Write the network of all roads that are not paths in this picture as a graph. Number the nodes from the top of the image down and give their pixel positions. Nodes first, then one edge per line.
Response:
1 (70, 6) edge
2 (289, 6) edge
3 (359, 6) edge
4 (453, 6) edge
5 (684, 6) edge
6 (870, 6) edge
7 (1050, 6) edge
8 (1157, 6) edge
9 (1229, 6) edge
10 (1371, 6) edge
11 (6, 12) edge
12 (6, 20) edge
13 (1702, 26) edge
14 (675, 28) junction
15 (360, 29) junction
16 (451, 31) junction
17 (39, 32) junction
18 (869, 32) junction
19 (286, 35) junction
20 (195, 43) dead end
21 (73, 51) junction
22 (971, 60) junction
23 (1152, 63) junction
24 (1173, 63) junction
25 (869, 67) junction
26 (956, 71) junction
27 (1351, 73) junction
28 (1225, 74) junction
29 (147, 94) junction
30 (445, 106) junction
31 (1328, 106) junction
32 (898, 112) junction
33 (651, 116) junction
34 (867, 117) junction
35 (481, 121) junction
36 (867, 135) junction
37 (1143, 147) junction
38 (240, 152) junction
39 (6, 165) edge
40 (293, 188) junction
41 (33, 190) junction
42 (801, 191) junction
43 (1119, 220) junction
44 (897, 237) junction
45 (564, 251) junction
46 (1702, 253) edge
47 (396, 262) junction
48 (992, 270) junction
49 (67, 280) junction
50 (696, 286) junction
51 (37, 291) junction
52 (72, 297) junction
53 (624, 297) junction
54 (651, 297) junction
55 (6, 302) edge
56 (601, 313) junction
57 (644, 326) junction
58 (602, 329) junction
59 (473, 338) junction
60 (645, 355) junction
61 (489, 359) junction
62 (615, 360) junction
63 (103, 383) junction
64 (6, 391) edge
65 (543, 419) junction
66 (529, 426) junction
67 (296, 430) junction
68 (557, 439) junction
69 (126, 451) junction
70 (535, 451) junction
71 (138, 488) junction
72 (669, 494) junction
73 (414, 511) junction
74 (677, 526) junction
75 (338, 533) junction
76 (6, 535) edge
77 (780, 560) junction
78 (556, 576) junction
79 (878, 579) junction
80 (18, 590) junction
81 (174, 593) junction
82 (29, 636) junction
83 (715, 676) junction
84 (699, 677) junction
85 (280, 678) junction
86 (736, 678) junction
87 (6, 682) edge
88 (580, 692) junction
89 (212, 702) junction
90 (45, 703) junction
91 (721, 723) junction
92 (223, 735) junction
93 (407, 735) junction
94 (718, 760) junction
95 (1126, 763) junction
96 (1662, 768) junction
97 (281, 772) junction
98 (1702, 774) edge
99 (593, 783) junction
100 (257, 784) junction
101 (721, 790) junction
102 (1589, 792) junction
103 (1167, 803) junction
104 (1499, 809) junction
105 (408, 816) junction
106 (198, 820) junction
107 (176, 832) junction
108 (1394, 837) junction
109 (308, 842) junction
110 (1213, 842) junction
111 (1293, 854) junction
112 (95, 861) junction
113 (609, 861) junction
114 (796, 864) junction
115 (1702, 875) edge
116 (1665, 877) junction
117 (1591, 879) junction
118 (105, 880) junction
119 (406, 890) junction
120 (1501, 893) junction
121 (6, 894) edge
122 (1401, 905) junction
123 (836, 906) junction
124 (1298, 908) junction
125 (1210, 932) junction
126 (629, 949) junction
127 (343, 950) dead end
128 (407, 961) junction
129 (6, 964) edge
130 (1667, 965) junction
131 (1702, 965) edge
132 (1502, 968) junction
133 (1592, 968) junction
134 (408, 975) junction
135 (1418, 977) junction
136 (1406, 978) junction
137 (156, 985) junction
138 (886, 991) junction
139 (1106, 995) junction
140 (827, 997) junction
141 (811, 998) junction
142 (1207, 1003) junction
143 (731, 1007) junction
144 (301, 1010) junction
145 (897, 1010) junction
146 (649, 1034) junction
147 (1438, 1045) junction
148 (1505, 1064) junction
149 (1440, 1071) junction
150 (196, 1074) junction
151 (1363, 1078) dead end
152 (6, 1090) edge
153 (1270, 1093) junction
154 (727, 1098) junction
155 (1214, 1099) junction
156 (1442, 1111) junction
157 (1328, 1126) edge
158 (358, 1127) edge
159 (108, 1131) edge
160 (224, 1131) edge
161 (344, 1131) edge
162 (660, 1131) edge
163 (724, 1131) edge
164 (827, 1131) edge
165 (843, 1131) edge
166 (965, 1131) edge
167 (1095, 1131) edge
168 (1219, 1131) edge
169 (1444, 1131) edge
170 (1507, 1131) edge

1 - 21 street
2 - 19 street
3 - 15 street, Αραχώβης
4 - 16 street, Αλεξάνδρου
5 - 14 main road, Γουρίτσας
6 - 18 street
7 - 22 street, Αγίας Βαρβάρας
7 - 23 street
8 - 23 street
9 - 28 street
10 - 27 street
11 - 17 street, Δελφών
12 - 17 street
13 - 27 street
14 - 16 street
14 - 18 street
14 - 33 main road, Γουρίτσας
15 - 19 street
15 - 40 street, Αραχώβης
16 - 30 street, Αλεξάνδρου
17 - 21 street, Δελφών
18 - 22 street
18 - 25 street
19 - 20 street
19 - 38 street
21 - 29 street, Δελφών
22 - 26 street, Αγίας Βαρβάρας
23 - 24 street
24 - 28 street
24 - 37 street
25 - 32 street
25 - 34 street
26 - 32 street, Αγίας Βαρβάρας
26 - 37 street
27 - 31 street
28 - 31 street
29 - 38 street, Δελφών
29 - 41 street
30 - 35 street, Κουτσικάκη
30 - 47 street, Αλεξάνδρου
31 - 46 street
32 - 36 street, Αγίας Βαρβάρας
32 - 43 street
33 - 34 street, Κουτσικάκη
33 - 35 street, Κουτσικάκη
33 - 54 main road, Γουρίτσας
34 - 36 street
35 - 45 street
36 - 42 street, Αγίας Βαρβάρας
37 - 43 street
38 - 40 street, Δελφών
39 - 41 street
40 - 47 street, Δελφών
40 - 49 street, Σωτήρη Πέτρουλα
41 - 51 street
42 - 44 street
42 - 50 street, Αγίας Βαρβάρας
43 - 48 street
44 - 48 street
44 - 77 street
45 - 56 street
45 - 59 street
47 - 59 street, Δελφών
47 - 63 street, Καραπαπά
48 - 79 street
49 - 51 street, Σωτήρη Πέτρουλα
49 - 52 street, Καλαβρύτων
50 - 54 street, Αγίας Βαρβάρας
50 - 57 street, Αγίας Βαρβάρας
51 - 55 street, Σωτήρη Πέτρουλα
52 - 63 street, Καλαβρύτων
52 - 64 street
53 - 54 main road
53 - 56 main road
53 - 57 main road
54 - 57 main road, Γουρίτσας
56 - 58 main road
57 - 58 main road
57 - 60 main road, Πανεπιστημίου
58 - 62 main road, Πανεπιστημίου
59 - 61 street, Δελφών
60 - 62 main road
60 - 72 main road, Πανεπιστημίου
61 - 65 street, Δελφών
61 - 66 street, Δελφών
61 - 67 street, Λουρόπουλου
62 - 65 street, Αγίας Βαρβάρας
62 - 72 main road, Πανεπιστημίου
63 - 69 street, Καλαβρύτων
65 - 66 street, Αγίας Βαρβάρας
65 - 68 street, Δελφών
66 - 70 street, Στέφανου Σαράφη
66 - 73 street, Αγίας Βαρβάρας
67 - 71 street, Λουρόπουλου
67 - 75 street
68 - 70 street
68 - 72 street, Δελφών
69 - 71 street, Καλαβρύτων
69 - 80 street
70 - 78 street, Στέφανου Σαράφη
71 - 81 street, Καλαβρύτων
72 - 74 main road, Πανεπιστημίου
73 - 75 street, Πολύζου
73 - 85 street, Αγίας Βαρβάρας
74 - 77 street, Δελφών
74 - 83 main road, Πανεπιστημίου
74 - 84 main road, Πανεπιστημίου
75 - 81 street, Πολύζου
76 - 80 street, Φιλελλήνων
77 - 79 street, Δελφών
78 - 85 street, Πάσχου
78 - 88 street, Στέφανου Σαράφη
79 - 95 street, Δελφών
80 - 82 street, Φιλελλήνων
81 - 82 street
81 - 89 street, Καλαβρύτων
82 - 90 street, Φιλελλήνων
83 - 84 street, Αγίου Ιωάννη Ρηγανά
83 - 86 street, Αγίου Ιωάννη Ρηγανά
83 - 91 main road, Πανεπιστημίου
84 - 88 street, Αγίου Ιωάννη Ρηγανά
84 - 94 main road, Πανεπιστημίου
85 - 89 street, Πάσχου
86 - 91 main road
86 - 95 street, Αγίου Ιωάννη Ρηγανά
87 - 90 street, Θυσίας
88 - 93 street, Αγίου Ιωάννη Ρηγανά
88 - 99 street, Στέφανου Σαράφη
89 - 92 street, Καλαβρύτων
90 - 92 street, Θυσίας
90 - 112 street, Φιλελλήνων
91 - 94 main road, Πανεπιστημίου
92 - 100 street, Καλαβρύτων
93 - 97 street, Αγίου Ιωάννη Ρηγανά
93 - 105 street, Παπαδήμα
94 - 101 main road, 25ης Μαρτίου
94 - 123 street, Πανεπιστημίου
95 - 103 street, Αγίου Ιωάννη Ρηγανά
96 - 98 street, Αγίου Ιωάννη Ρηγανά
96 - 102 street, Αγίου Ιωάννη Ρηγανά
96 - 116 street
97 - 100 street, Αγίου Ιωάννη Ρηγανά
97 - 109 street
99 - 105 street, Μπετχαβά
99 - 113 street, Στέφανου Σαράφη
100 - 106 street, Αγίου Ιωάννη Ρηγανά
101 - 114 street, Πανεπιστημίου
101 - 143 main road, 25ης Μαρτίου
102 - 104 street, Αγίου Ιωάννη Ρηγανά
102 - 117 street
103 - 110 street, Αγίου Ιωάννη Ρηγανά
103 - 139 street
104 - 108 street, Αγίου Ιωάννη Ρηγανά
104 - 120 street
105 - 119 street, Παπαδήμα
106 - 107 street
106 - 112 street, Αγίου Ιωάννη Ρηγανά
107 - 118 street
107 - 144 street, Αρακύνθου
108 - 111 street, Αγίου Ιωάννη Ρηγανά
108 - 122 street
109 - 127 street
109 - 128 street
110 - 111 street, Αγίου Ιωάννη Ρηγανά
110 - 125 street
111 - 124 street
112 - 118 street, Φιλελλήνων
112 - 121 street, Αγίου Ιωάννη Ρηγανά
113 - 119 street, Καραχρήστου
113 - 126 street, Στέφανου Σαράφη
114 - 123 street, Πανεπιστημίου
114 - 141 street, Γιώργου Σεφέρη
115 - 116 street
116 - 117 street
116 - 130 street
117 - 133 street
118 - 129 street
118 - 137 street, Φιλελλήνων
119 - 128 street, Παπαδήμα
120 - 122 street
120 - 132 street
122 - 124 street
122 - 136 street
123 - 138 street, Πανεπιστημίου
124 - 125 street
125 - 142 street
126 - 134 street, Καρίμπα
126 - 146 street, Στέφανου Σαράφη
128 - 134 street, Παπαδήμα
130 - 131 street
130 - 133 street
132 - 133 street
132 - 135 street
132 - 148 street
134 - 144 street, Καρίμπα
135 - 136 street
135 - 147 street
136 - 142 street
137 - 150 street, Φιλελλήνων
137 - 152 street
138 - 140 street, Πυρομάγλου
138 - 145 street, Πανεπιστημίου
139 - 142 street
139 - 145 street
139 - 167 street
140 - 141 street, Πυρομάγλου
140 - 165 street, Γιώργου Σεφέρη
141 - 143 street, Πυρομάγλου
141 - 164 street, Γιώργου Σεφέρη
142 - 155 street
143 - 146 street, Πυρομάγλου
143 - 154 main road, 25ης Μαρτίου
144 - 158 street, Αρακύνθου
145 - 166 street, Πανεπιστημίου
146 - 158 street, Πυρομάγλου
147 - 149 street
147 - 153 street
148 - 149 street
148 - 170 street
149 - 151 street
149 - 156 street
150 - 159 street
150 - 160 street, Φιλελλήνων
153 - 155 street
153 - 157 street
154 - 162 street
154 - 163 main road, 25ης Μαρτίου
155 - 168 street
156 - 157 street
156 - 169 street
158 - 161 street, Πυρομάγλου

# Task details
Give back one number only: the count of lines in the entries that hold the string "Αρακύνθου".

# Expected answer
2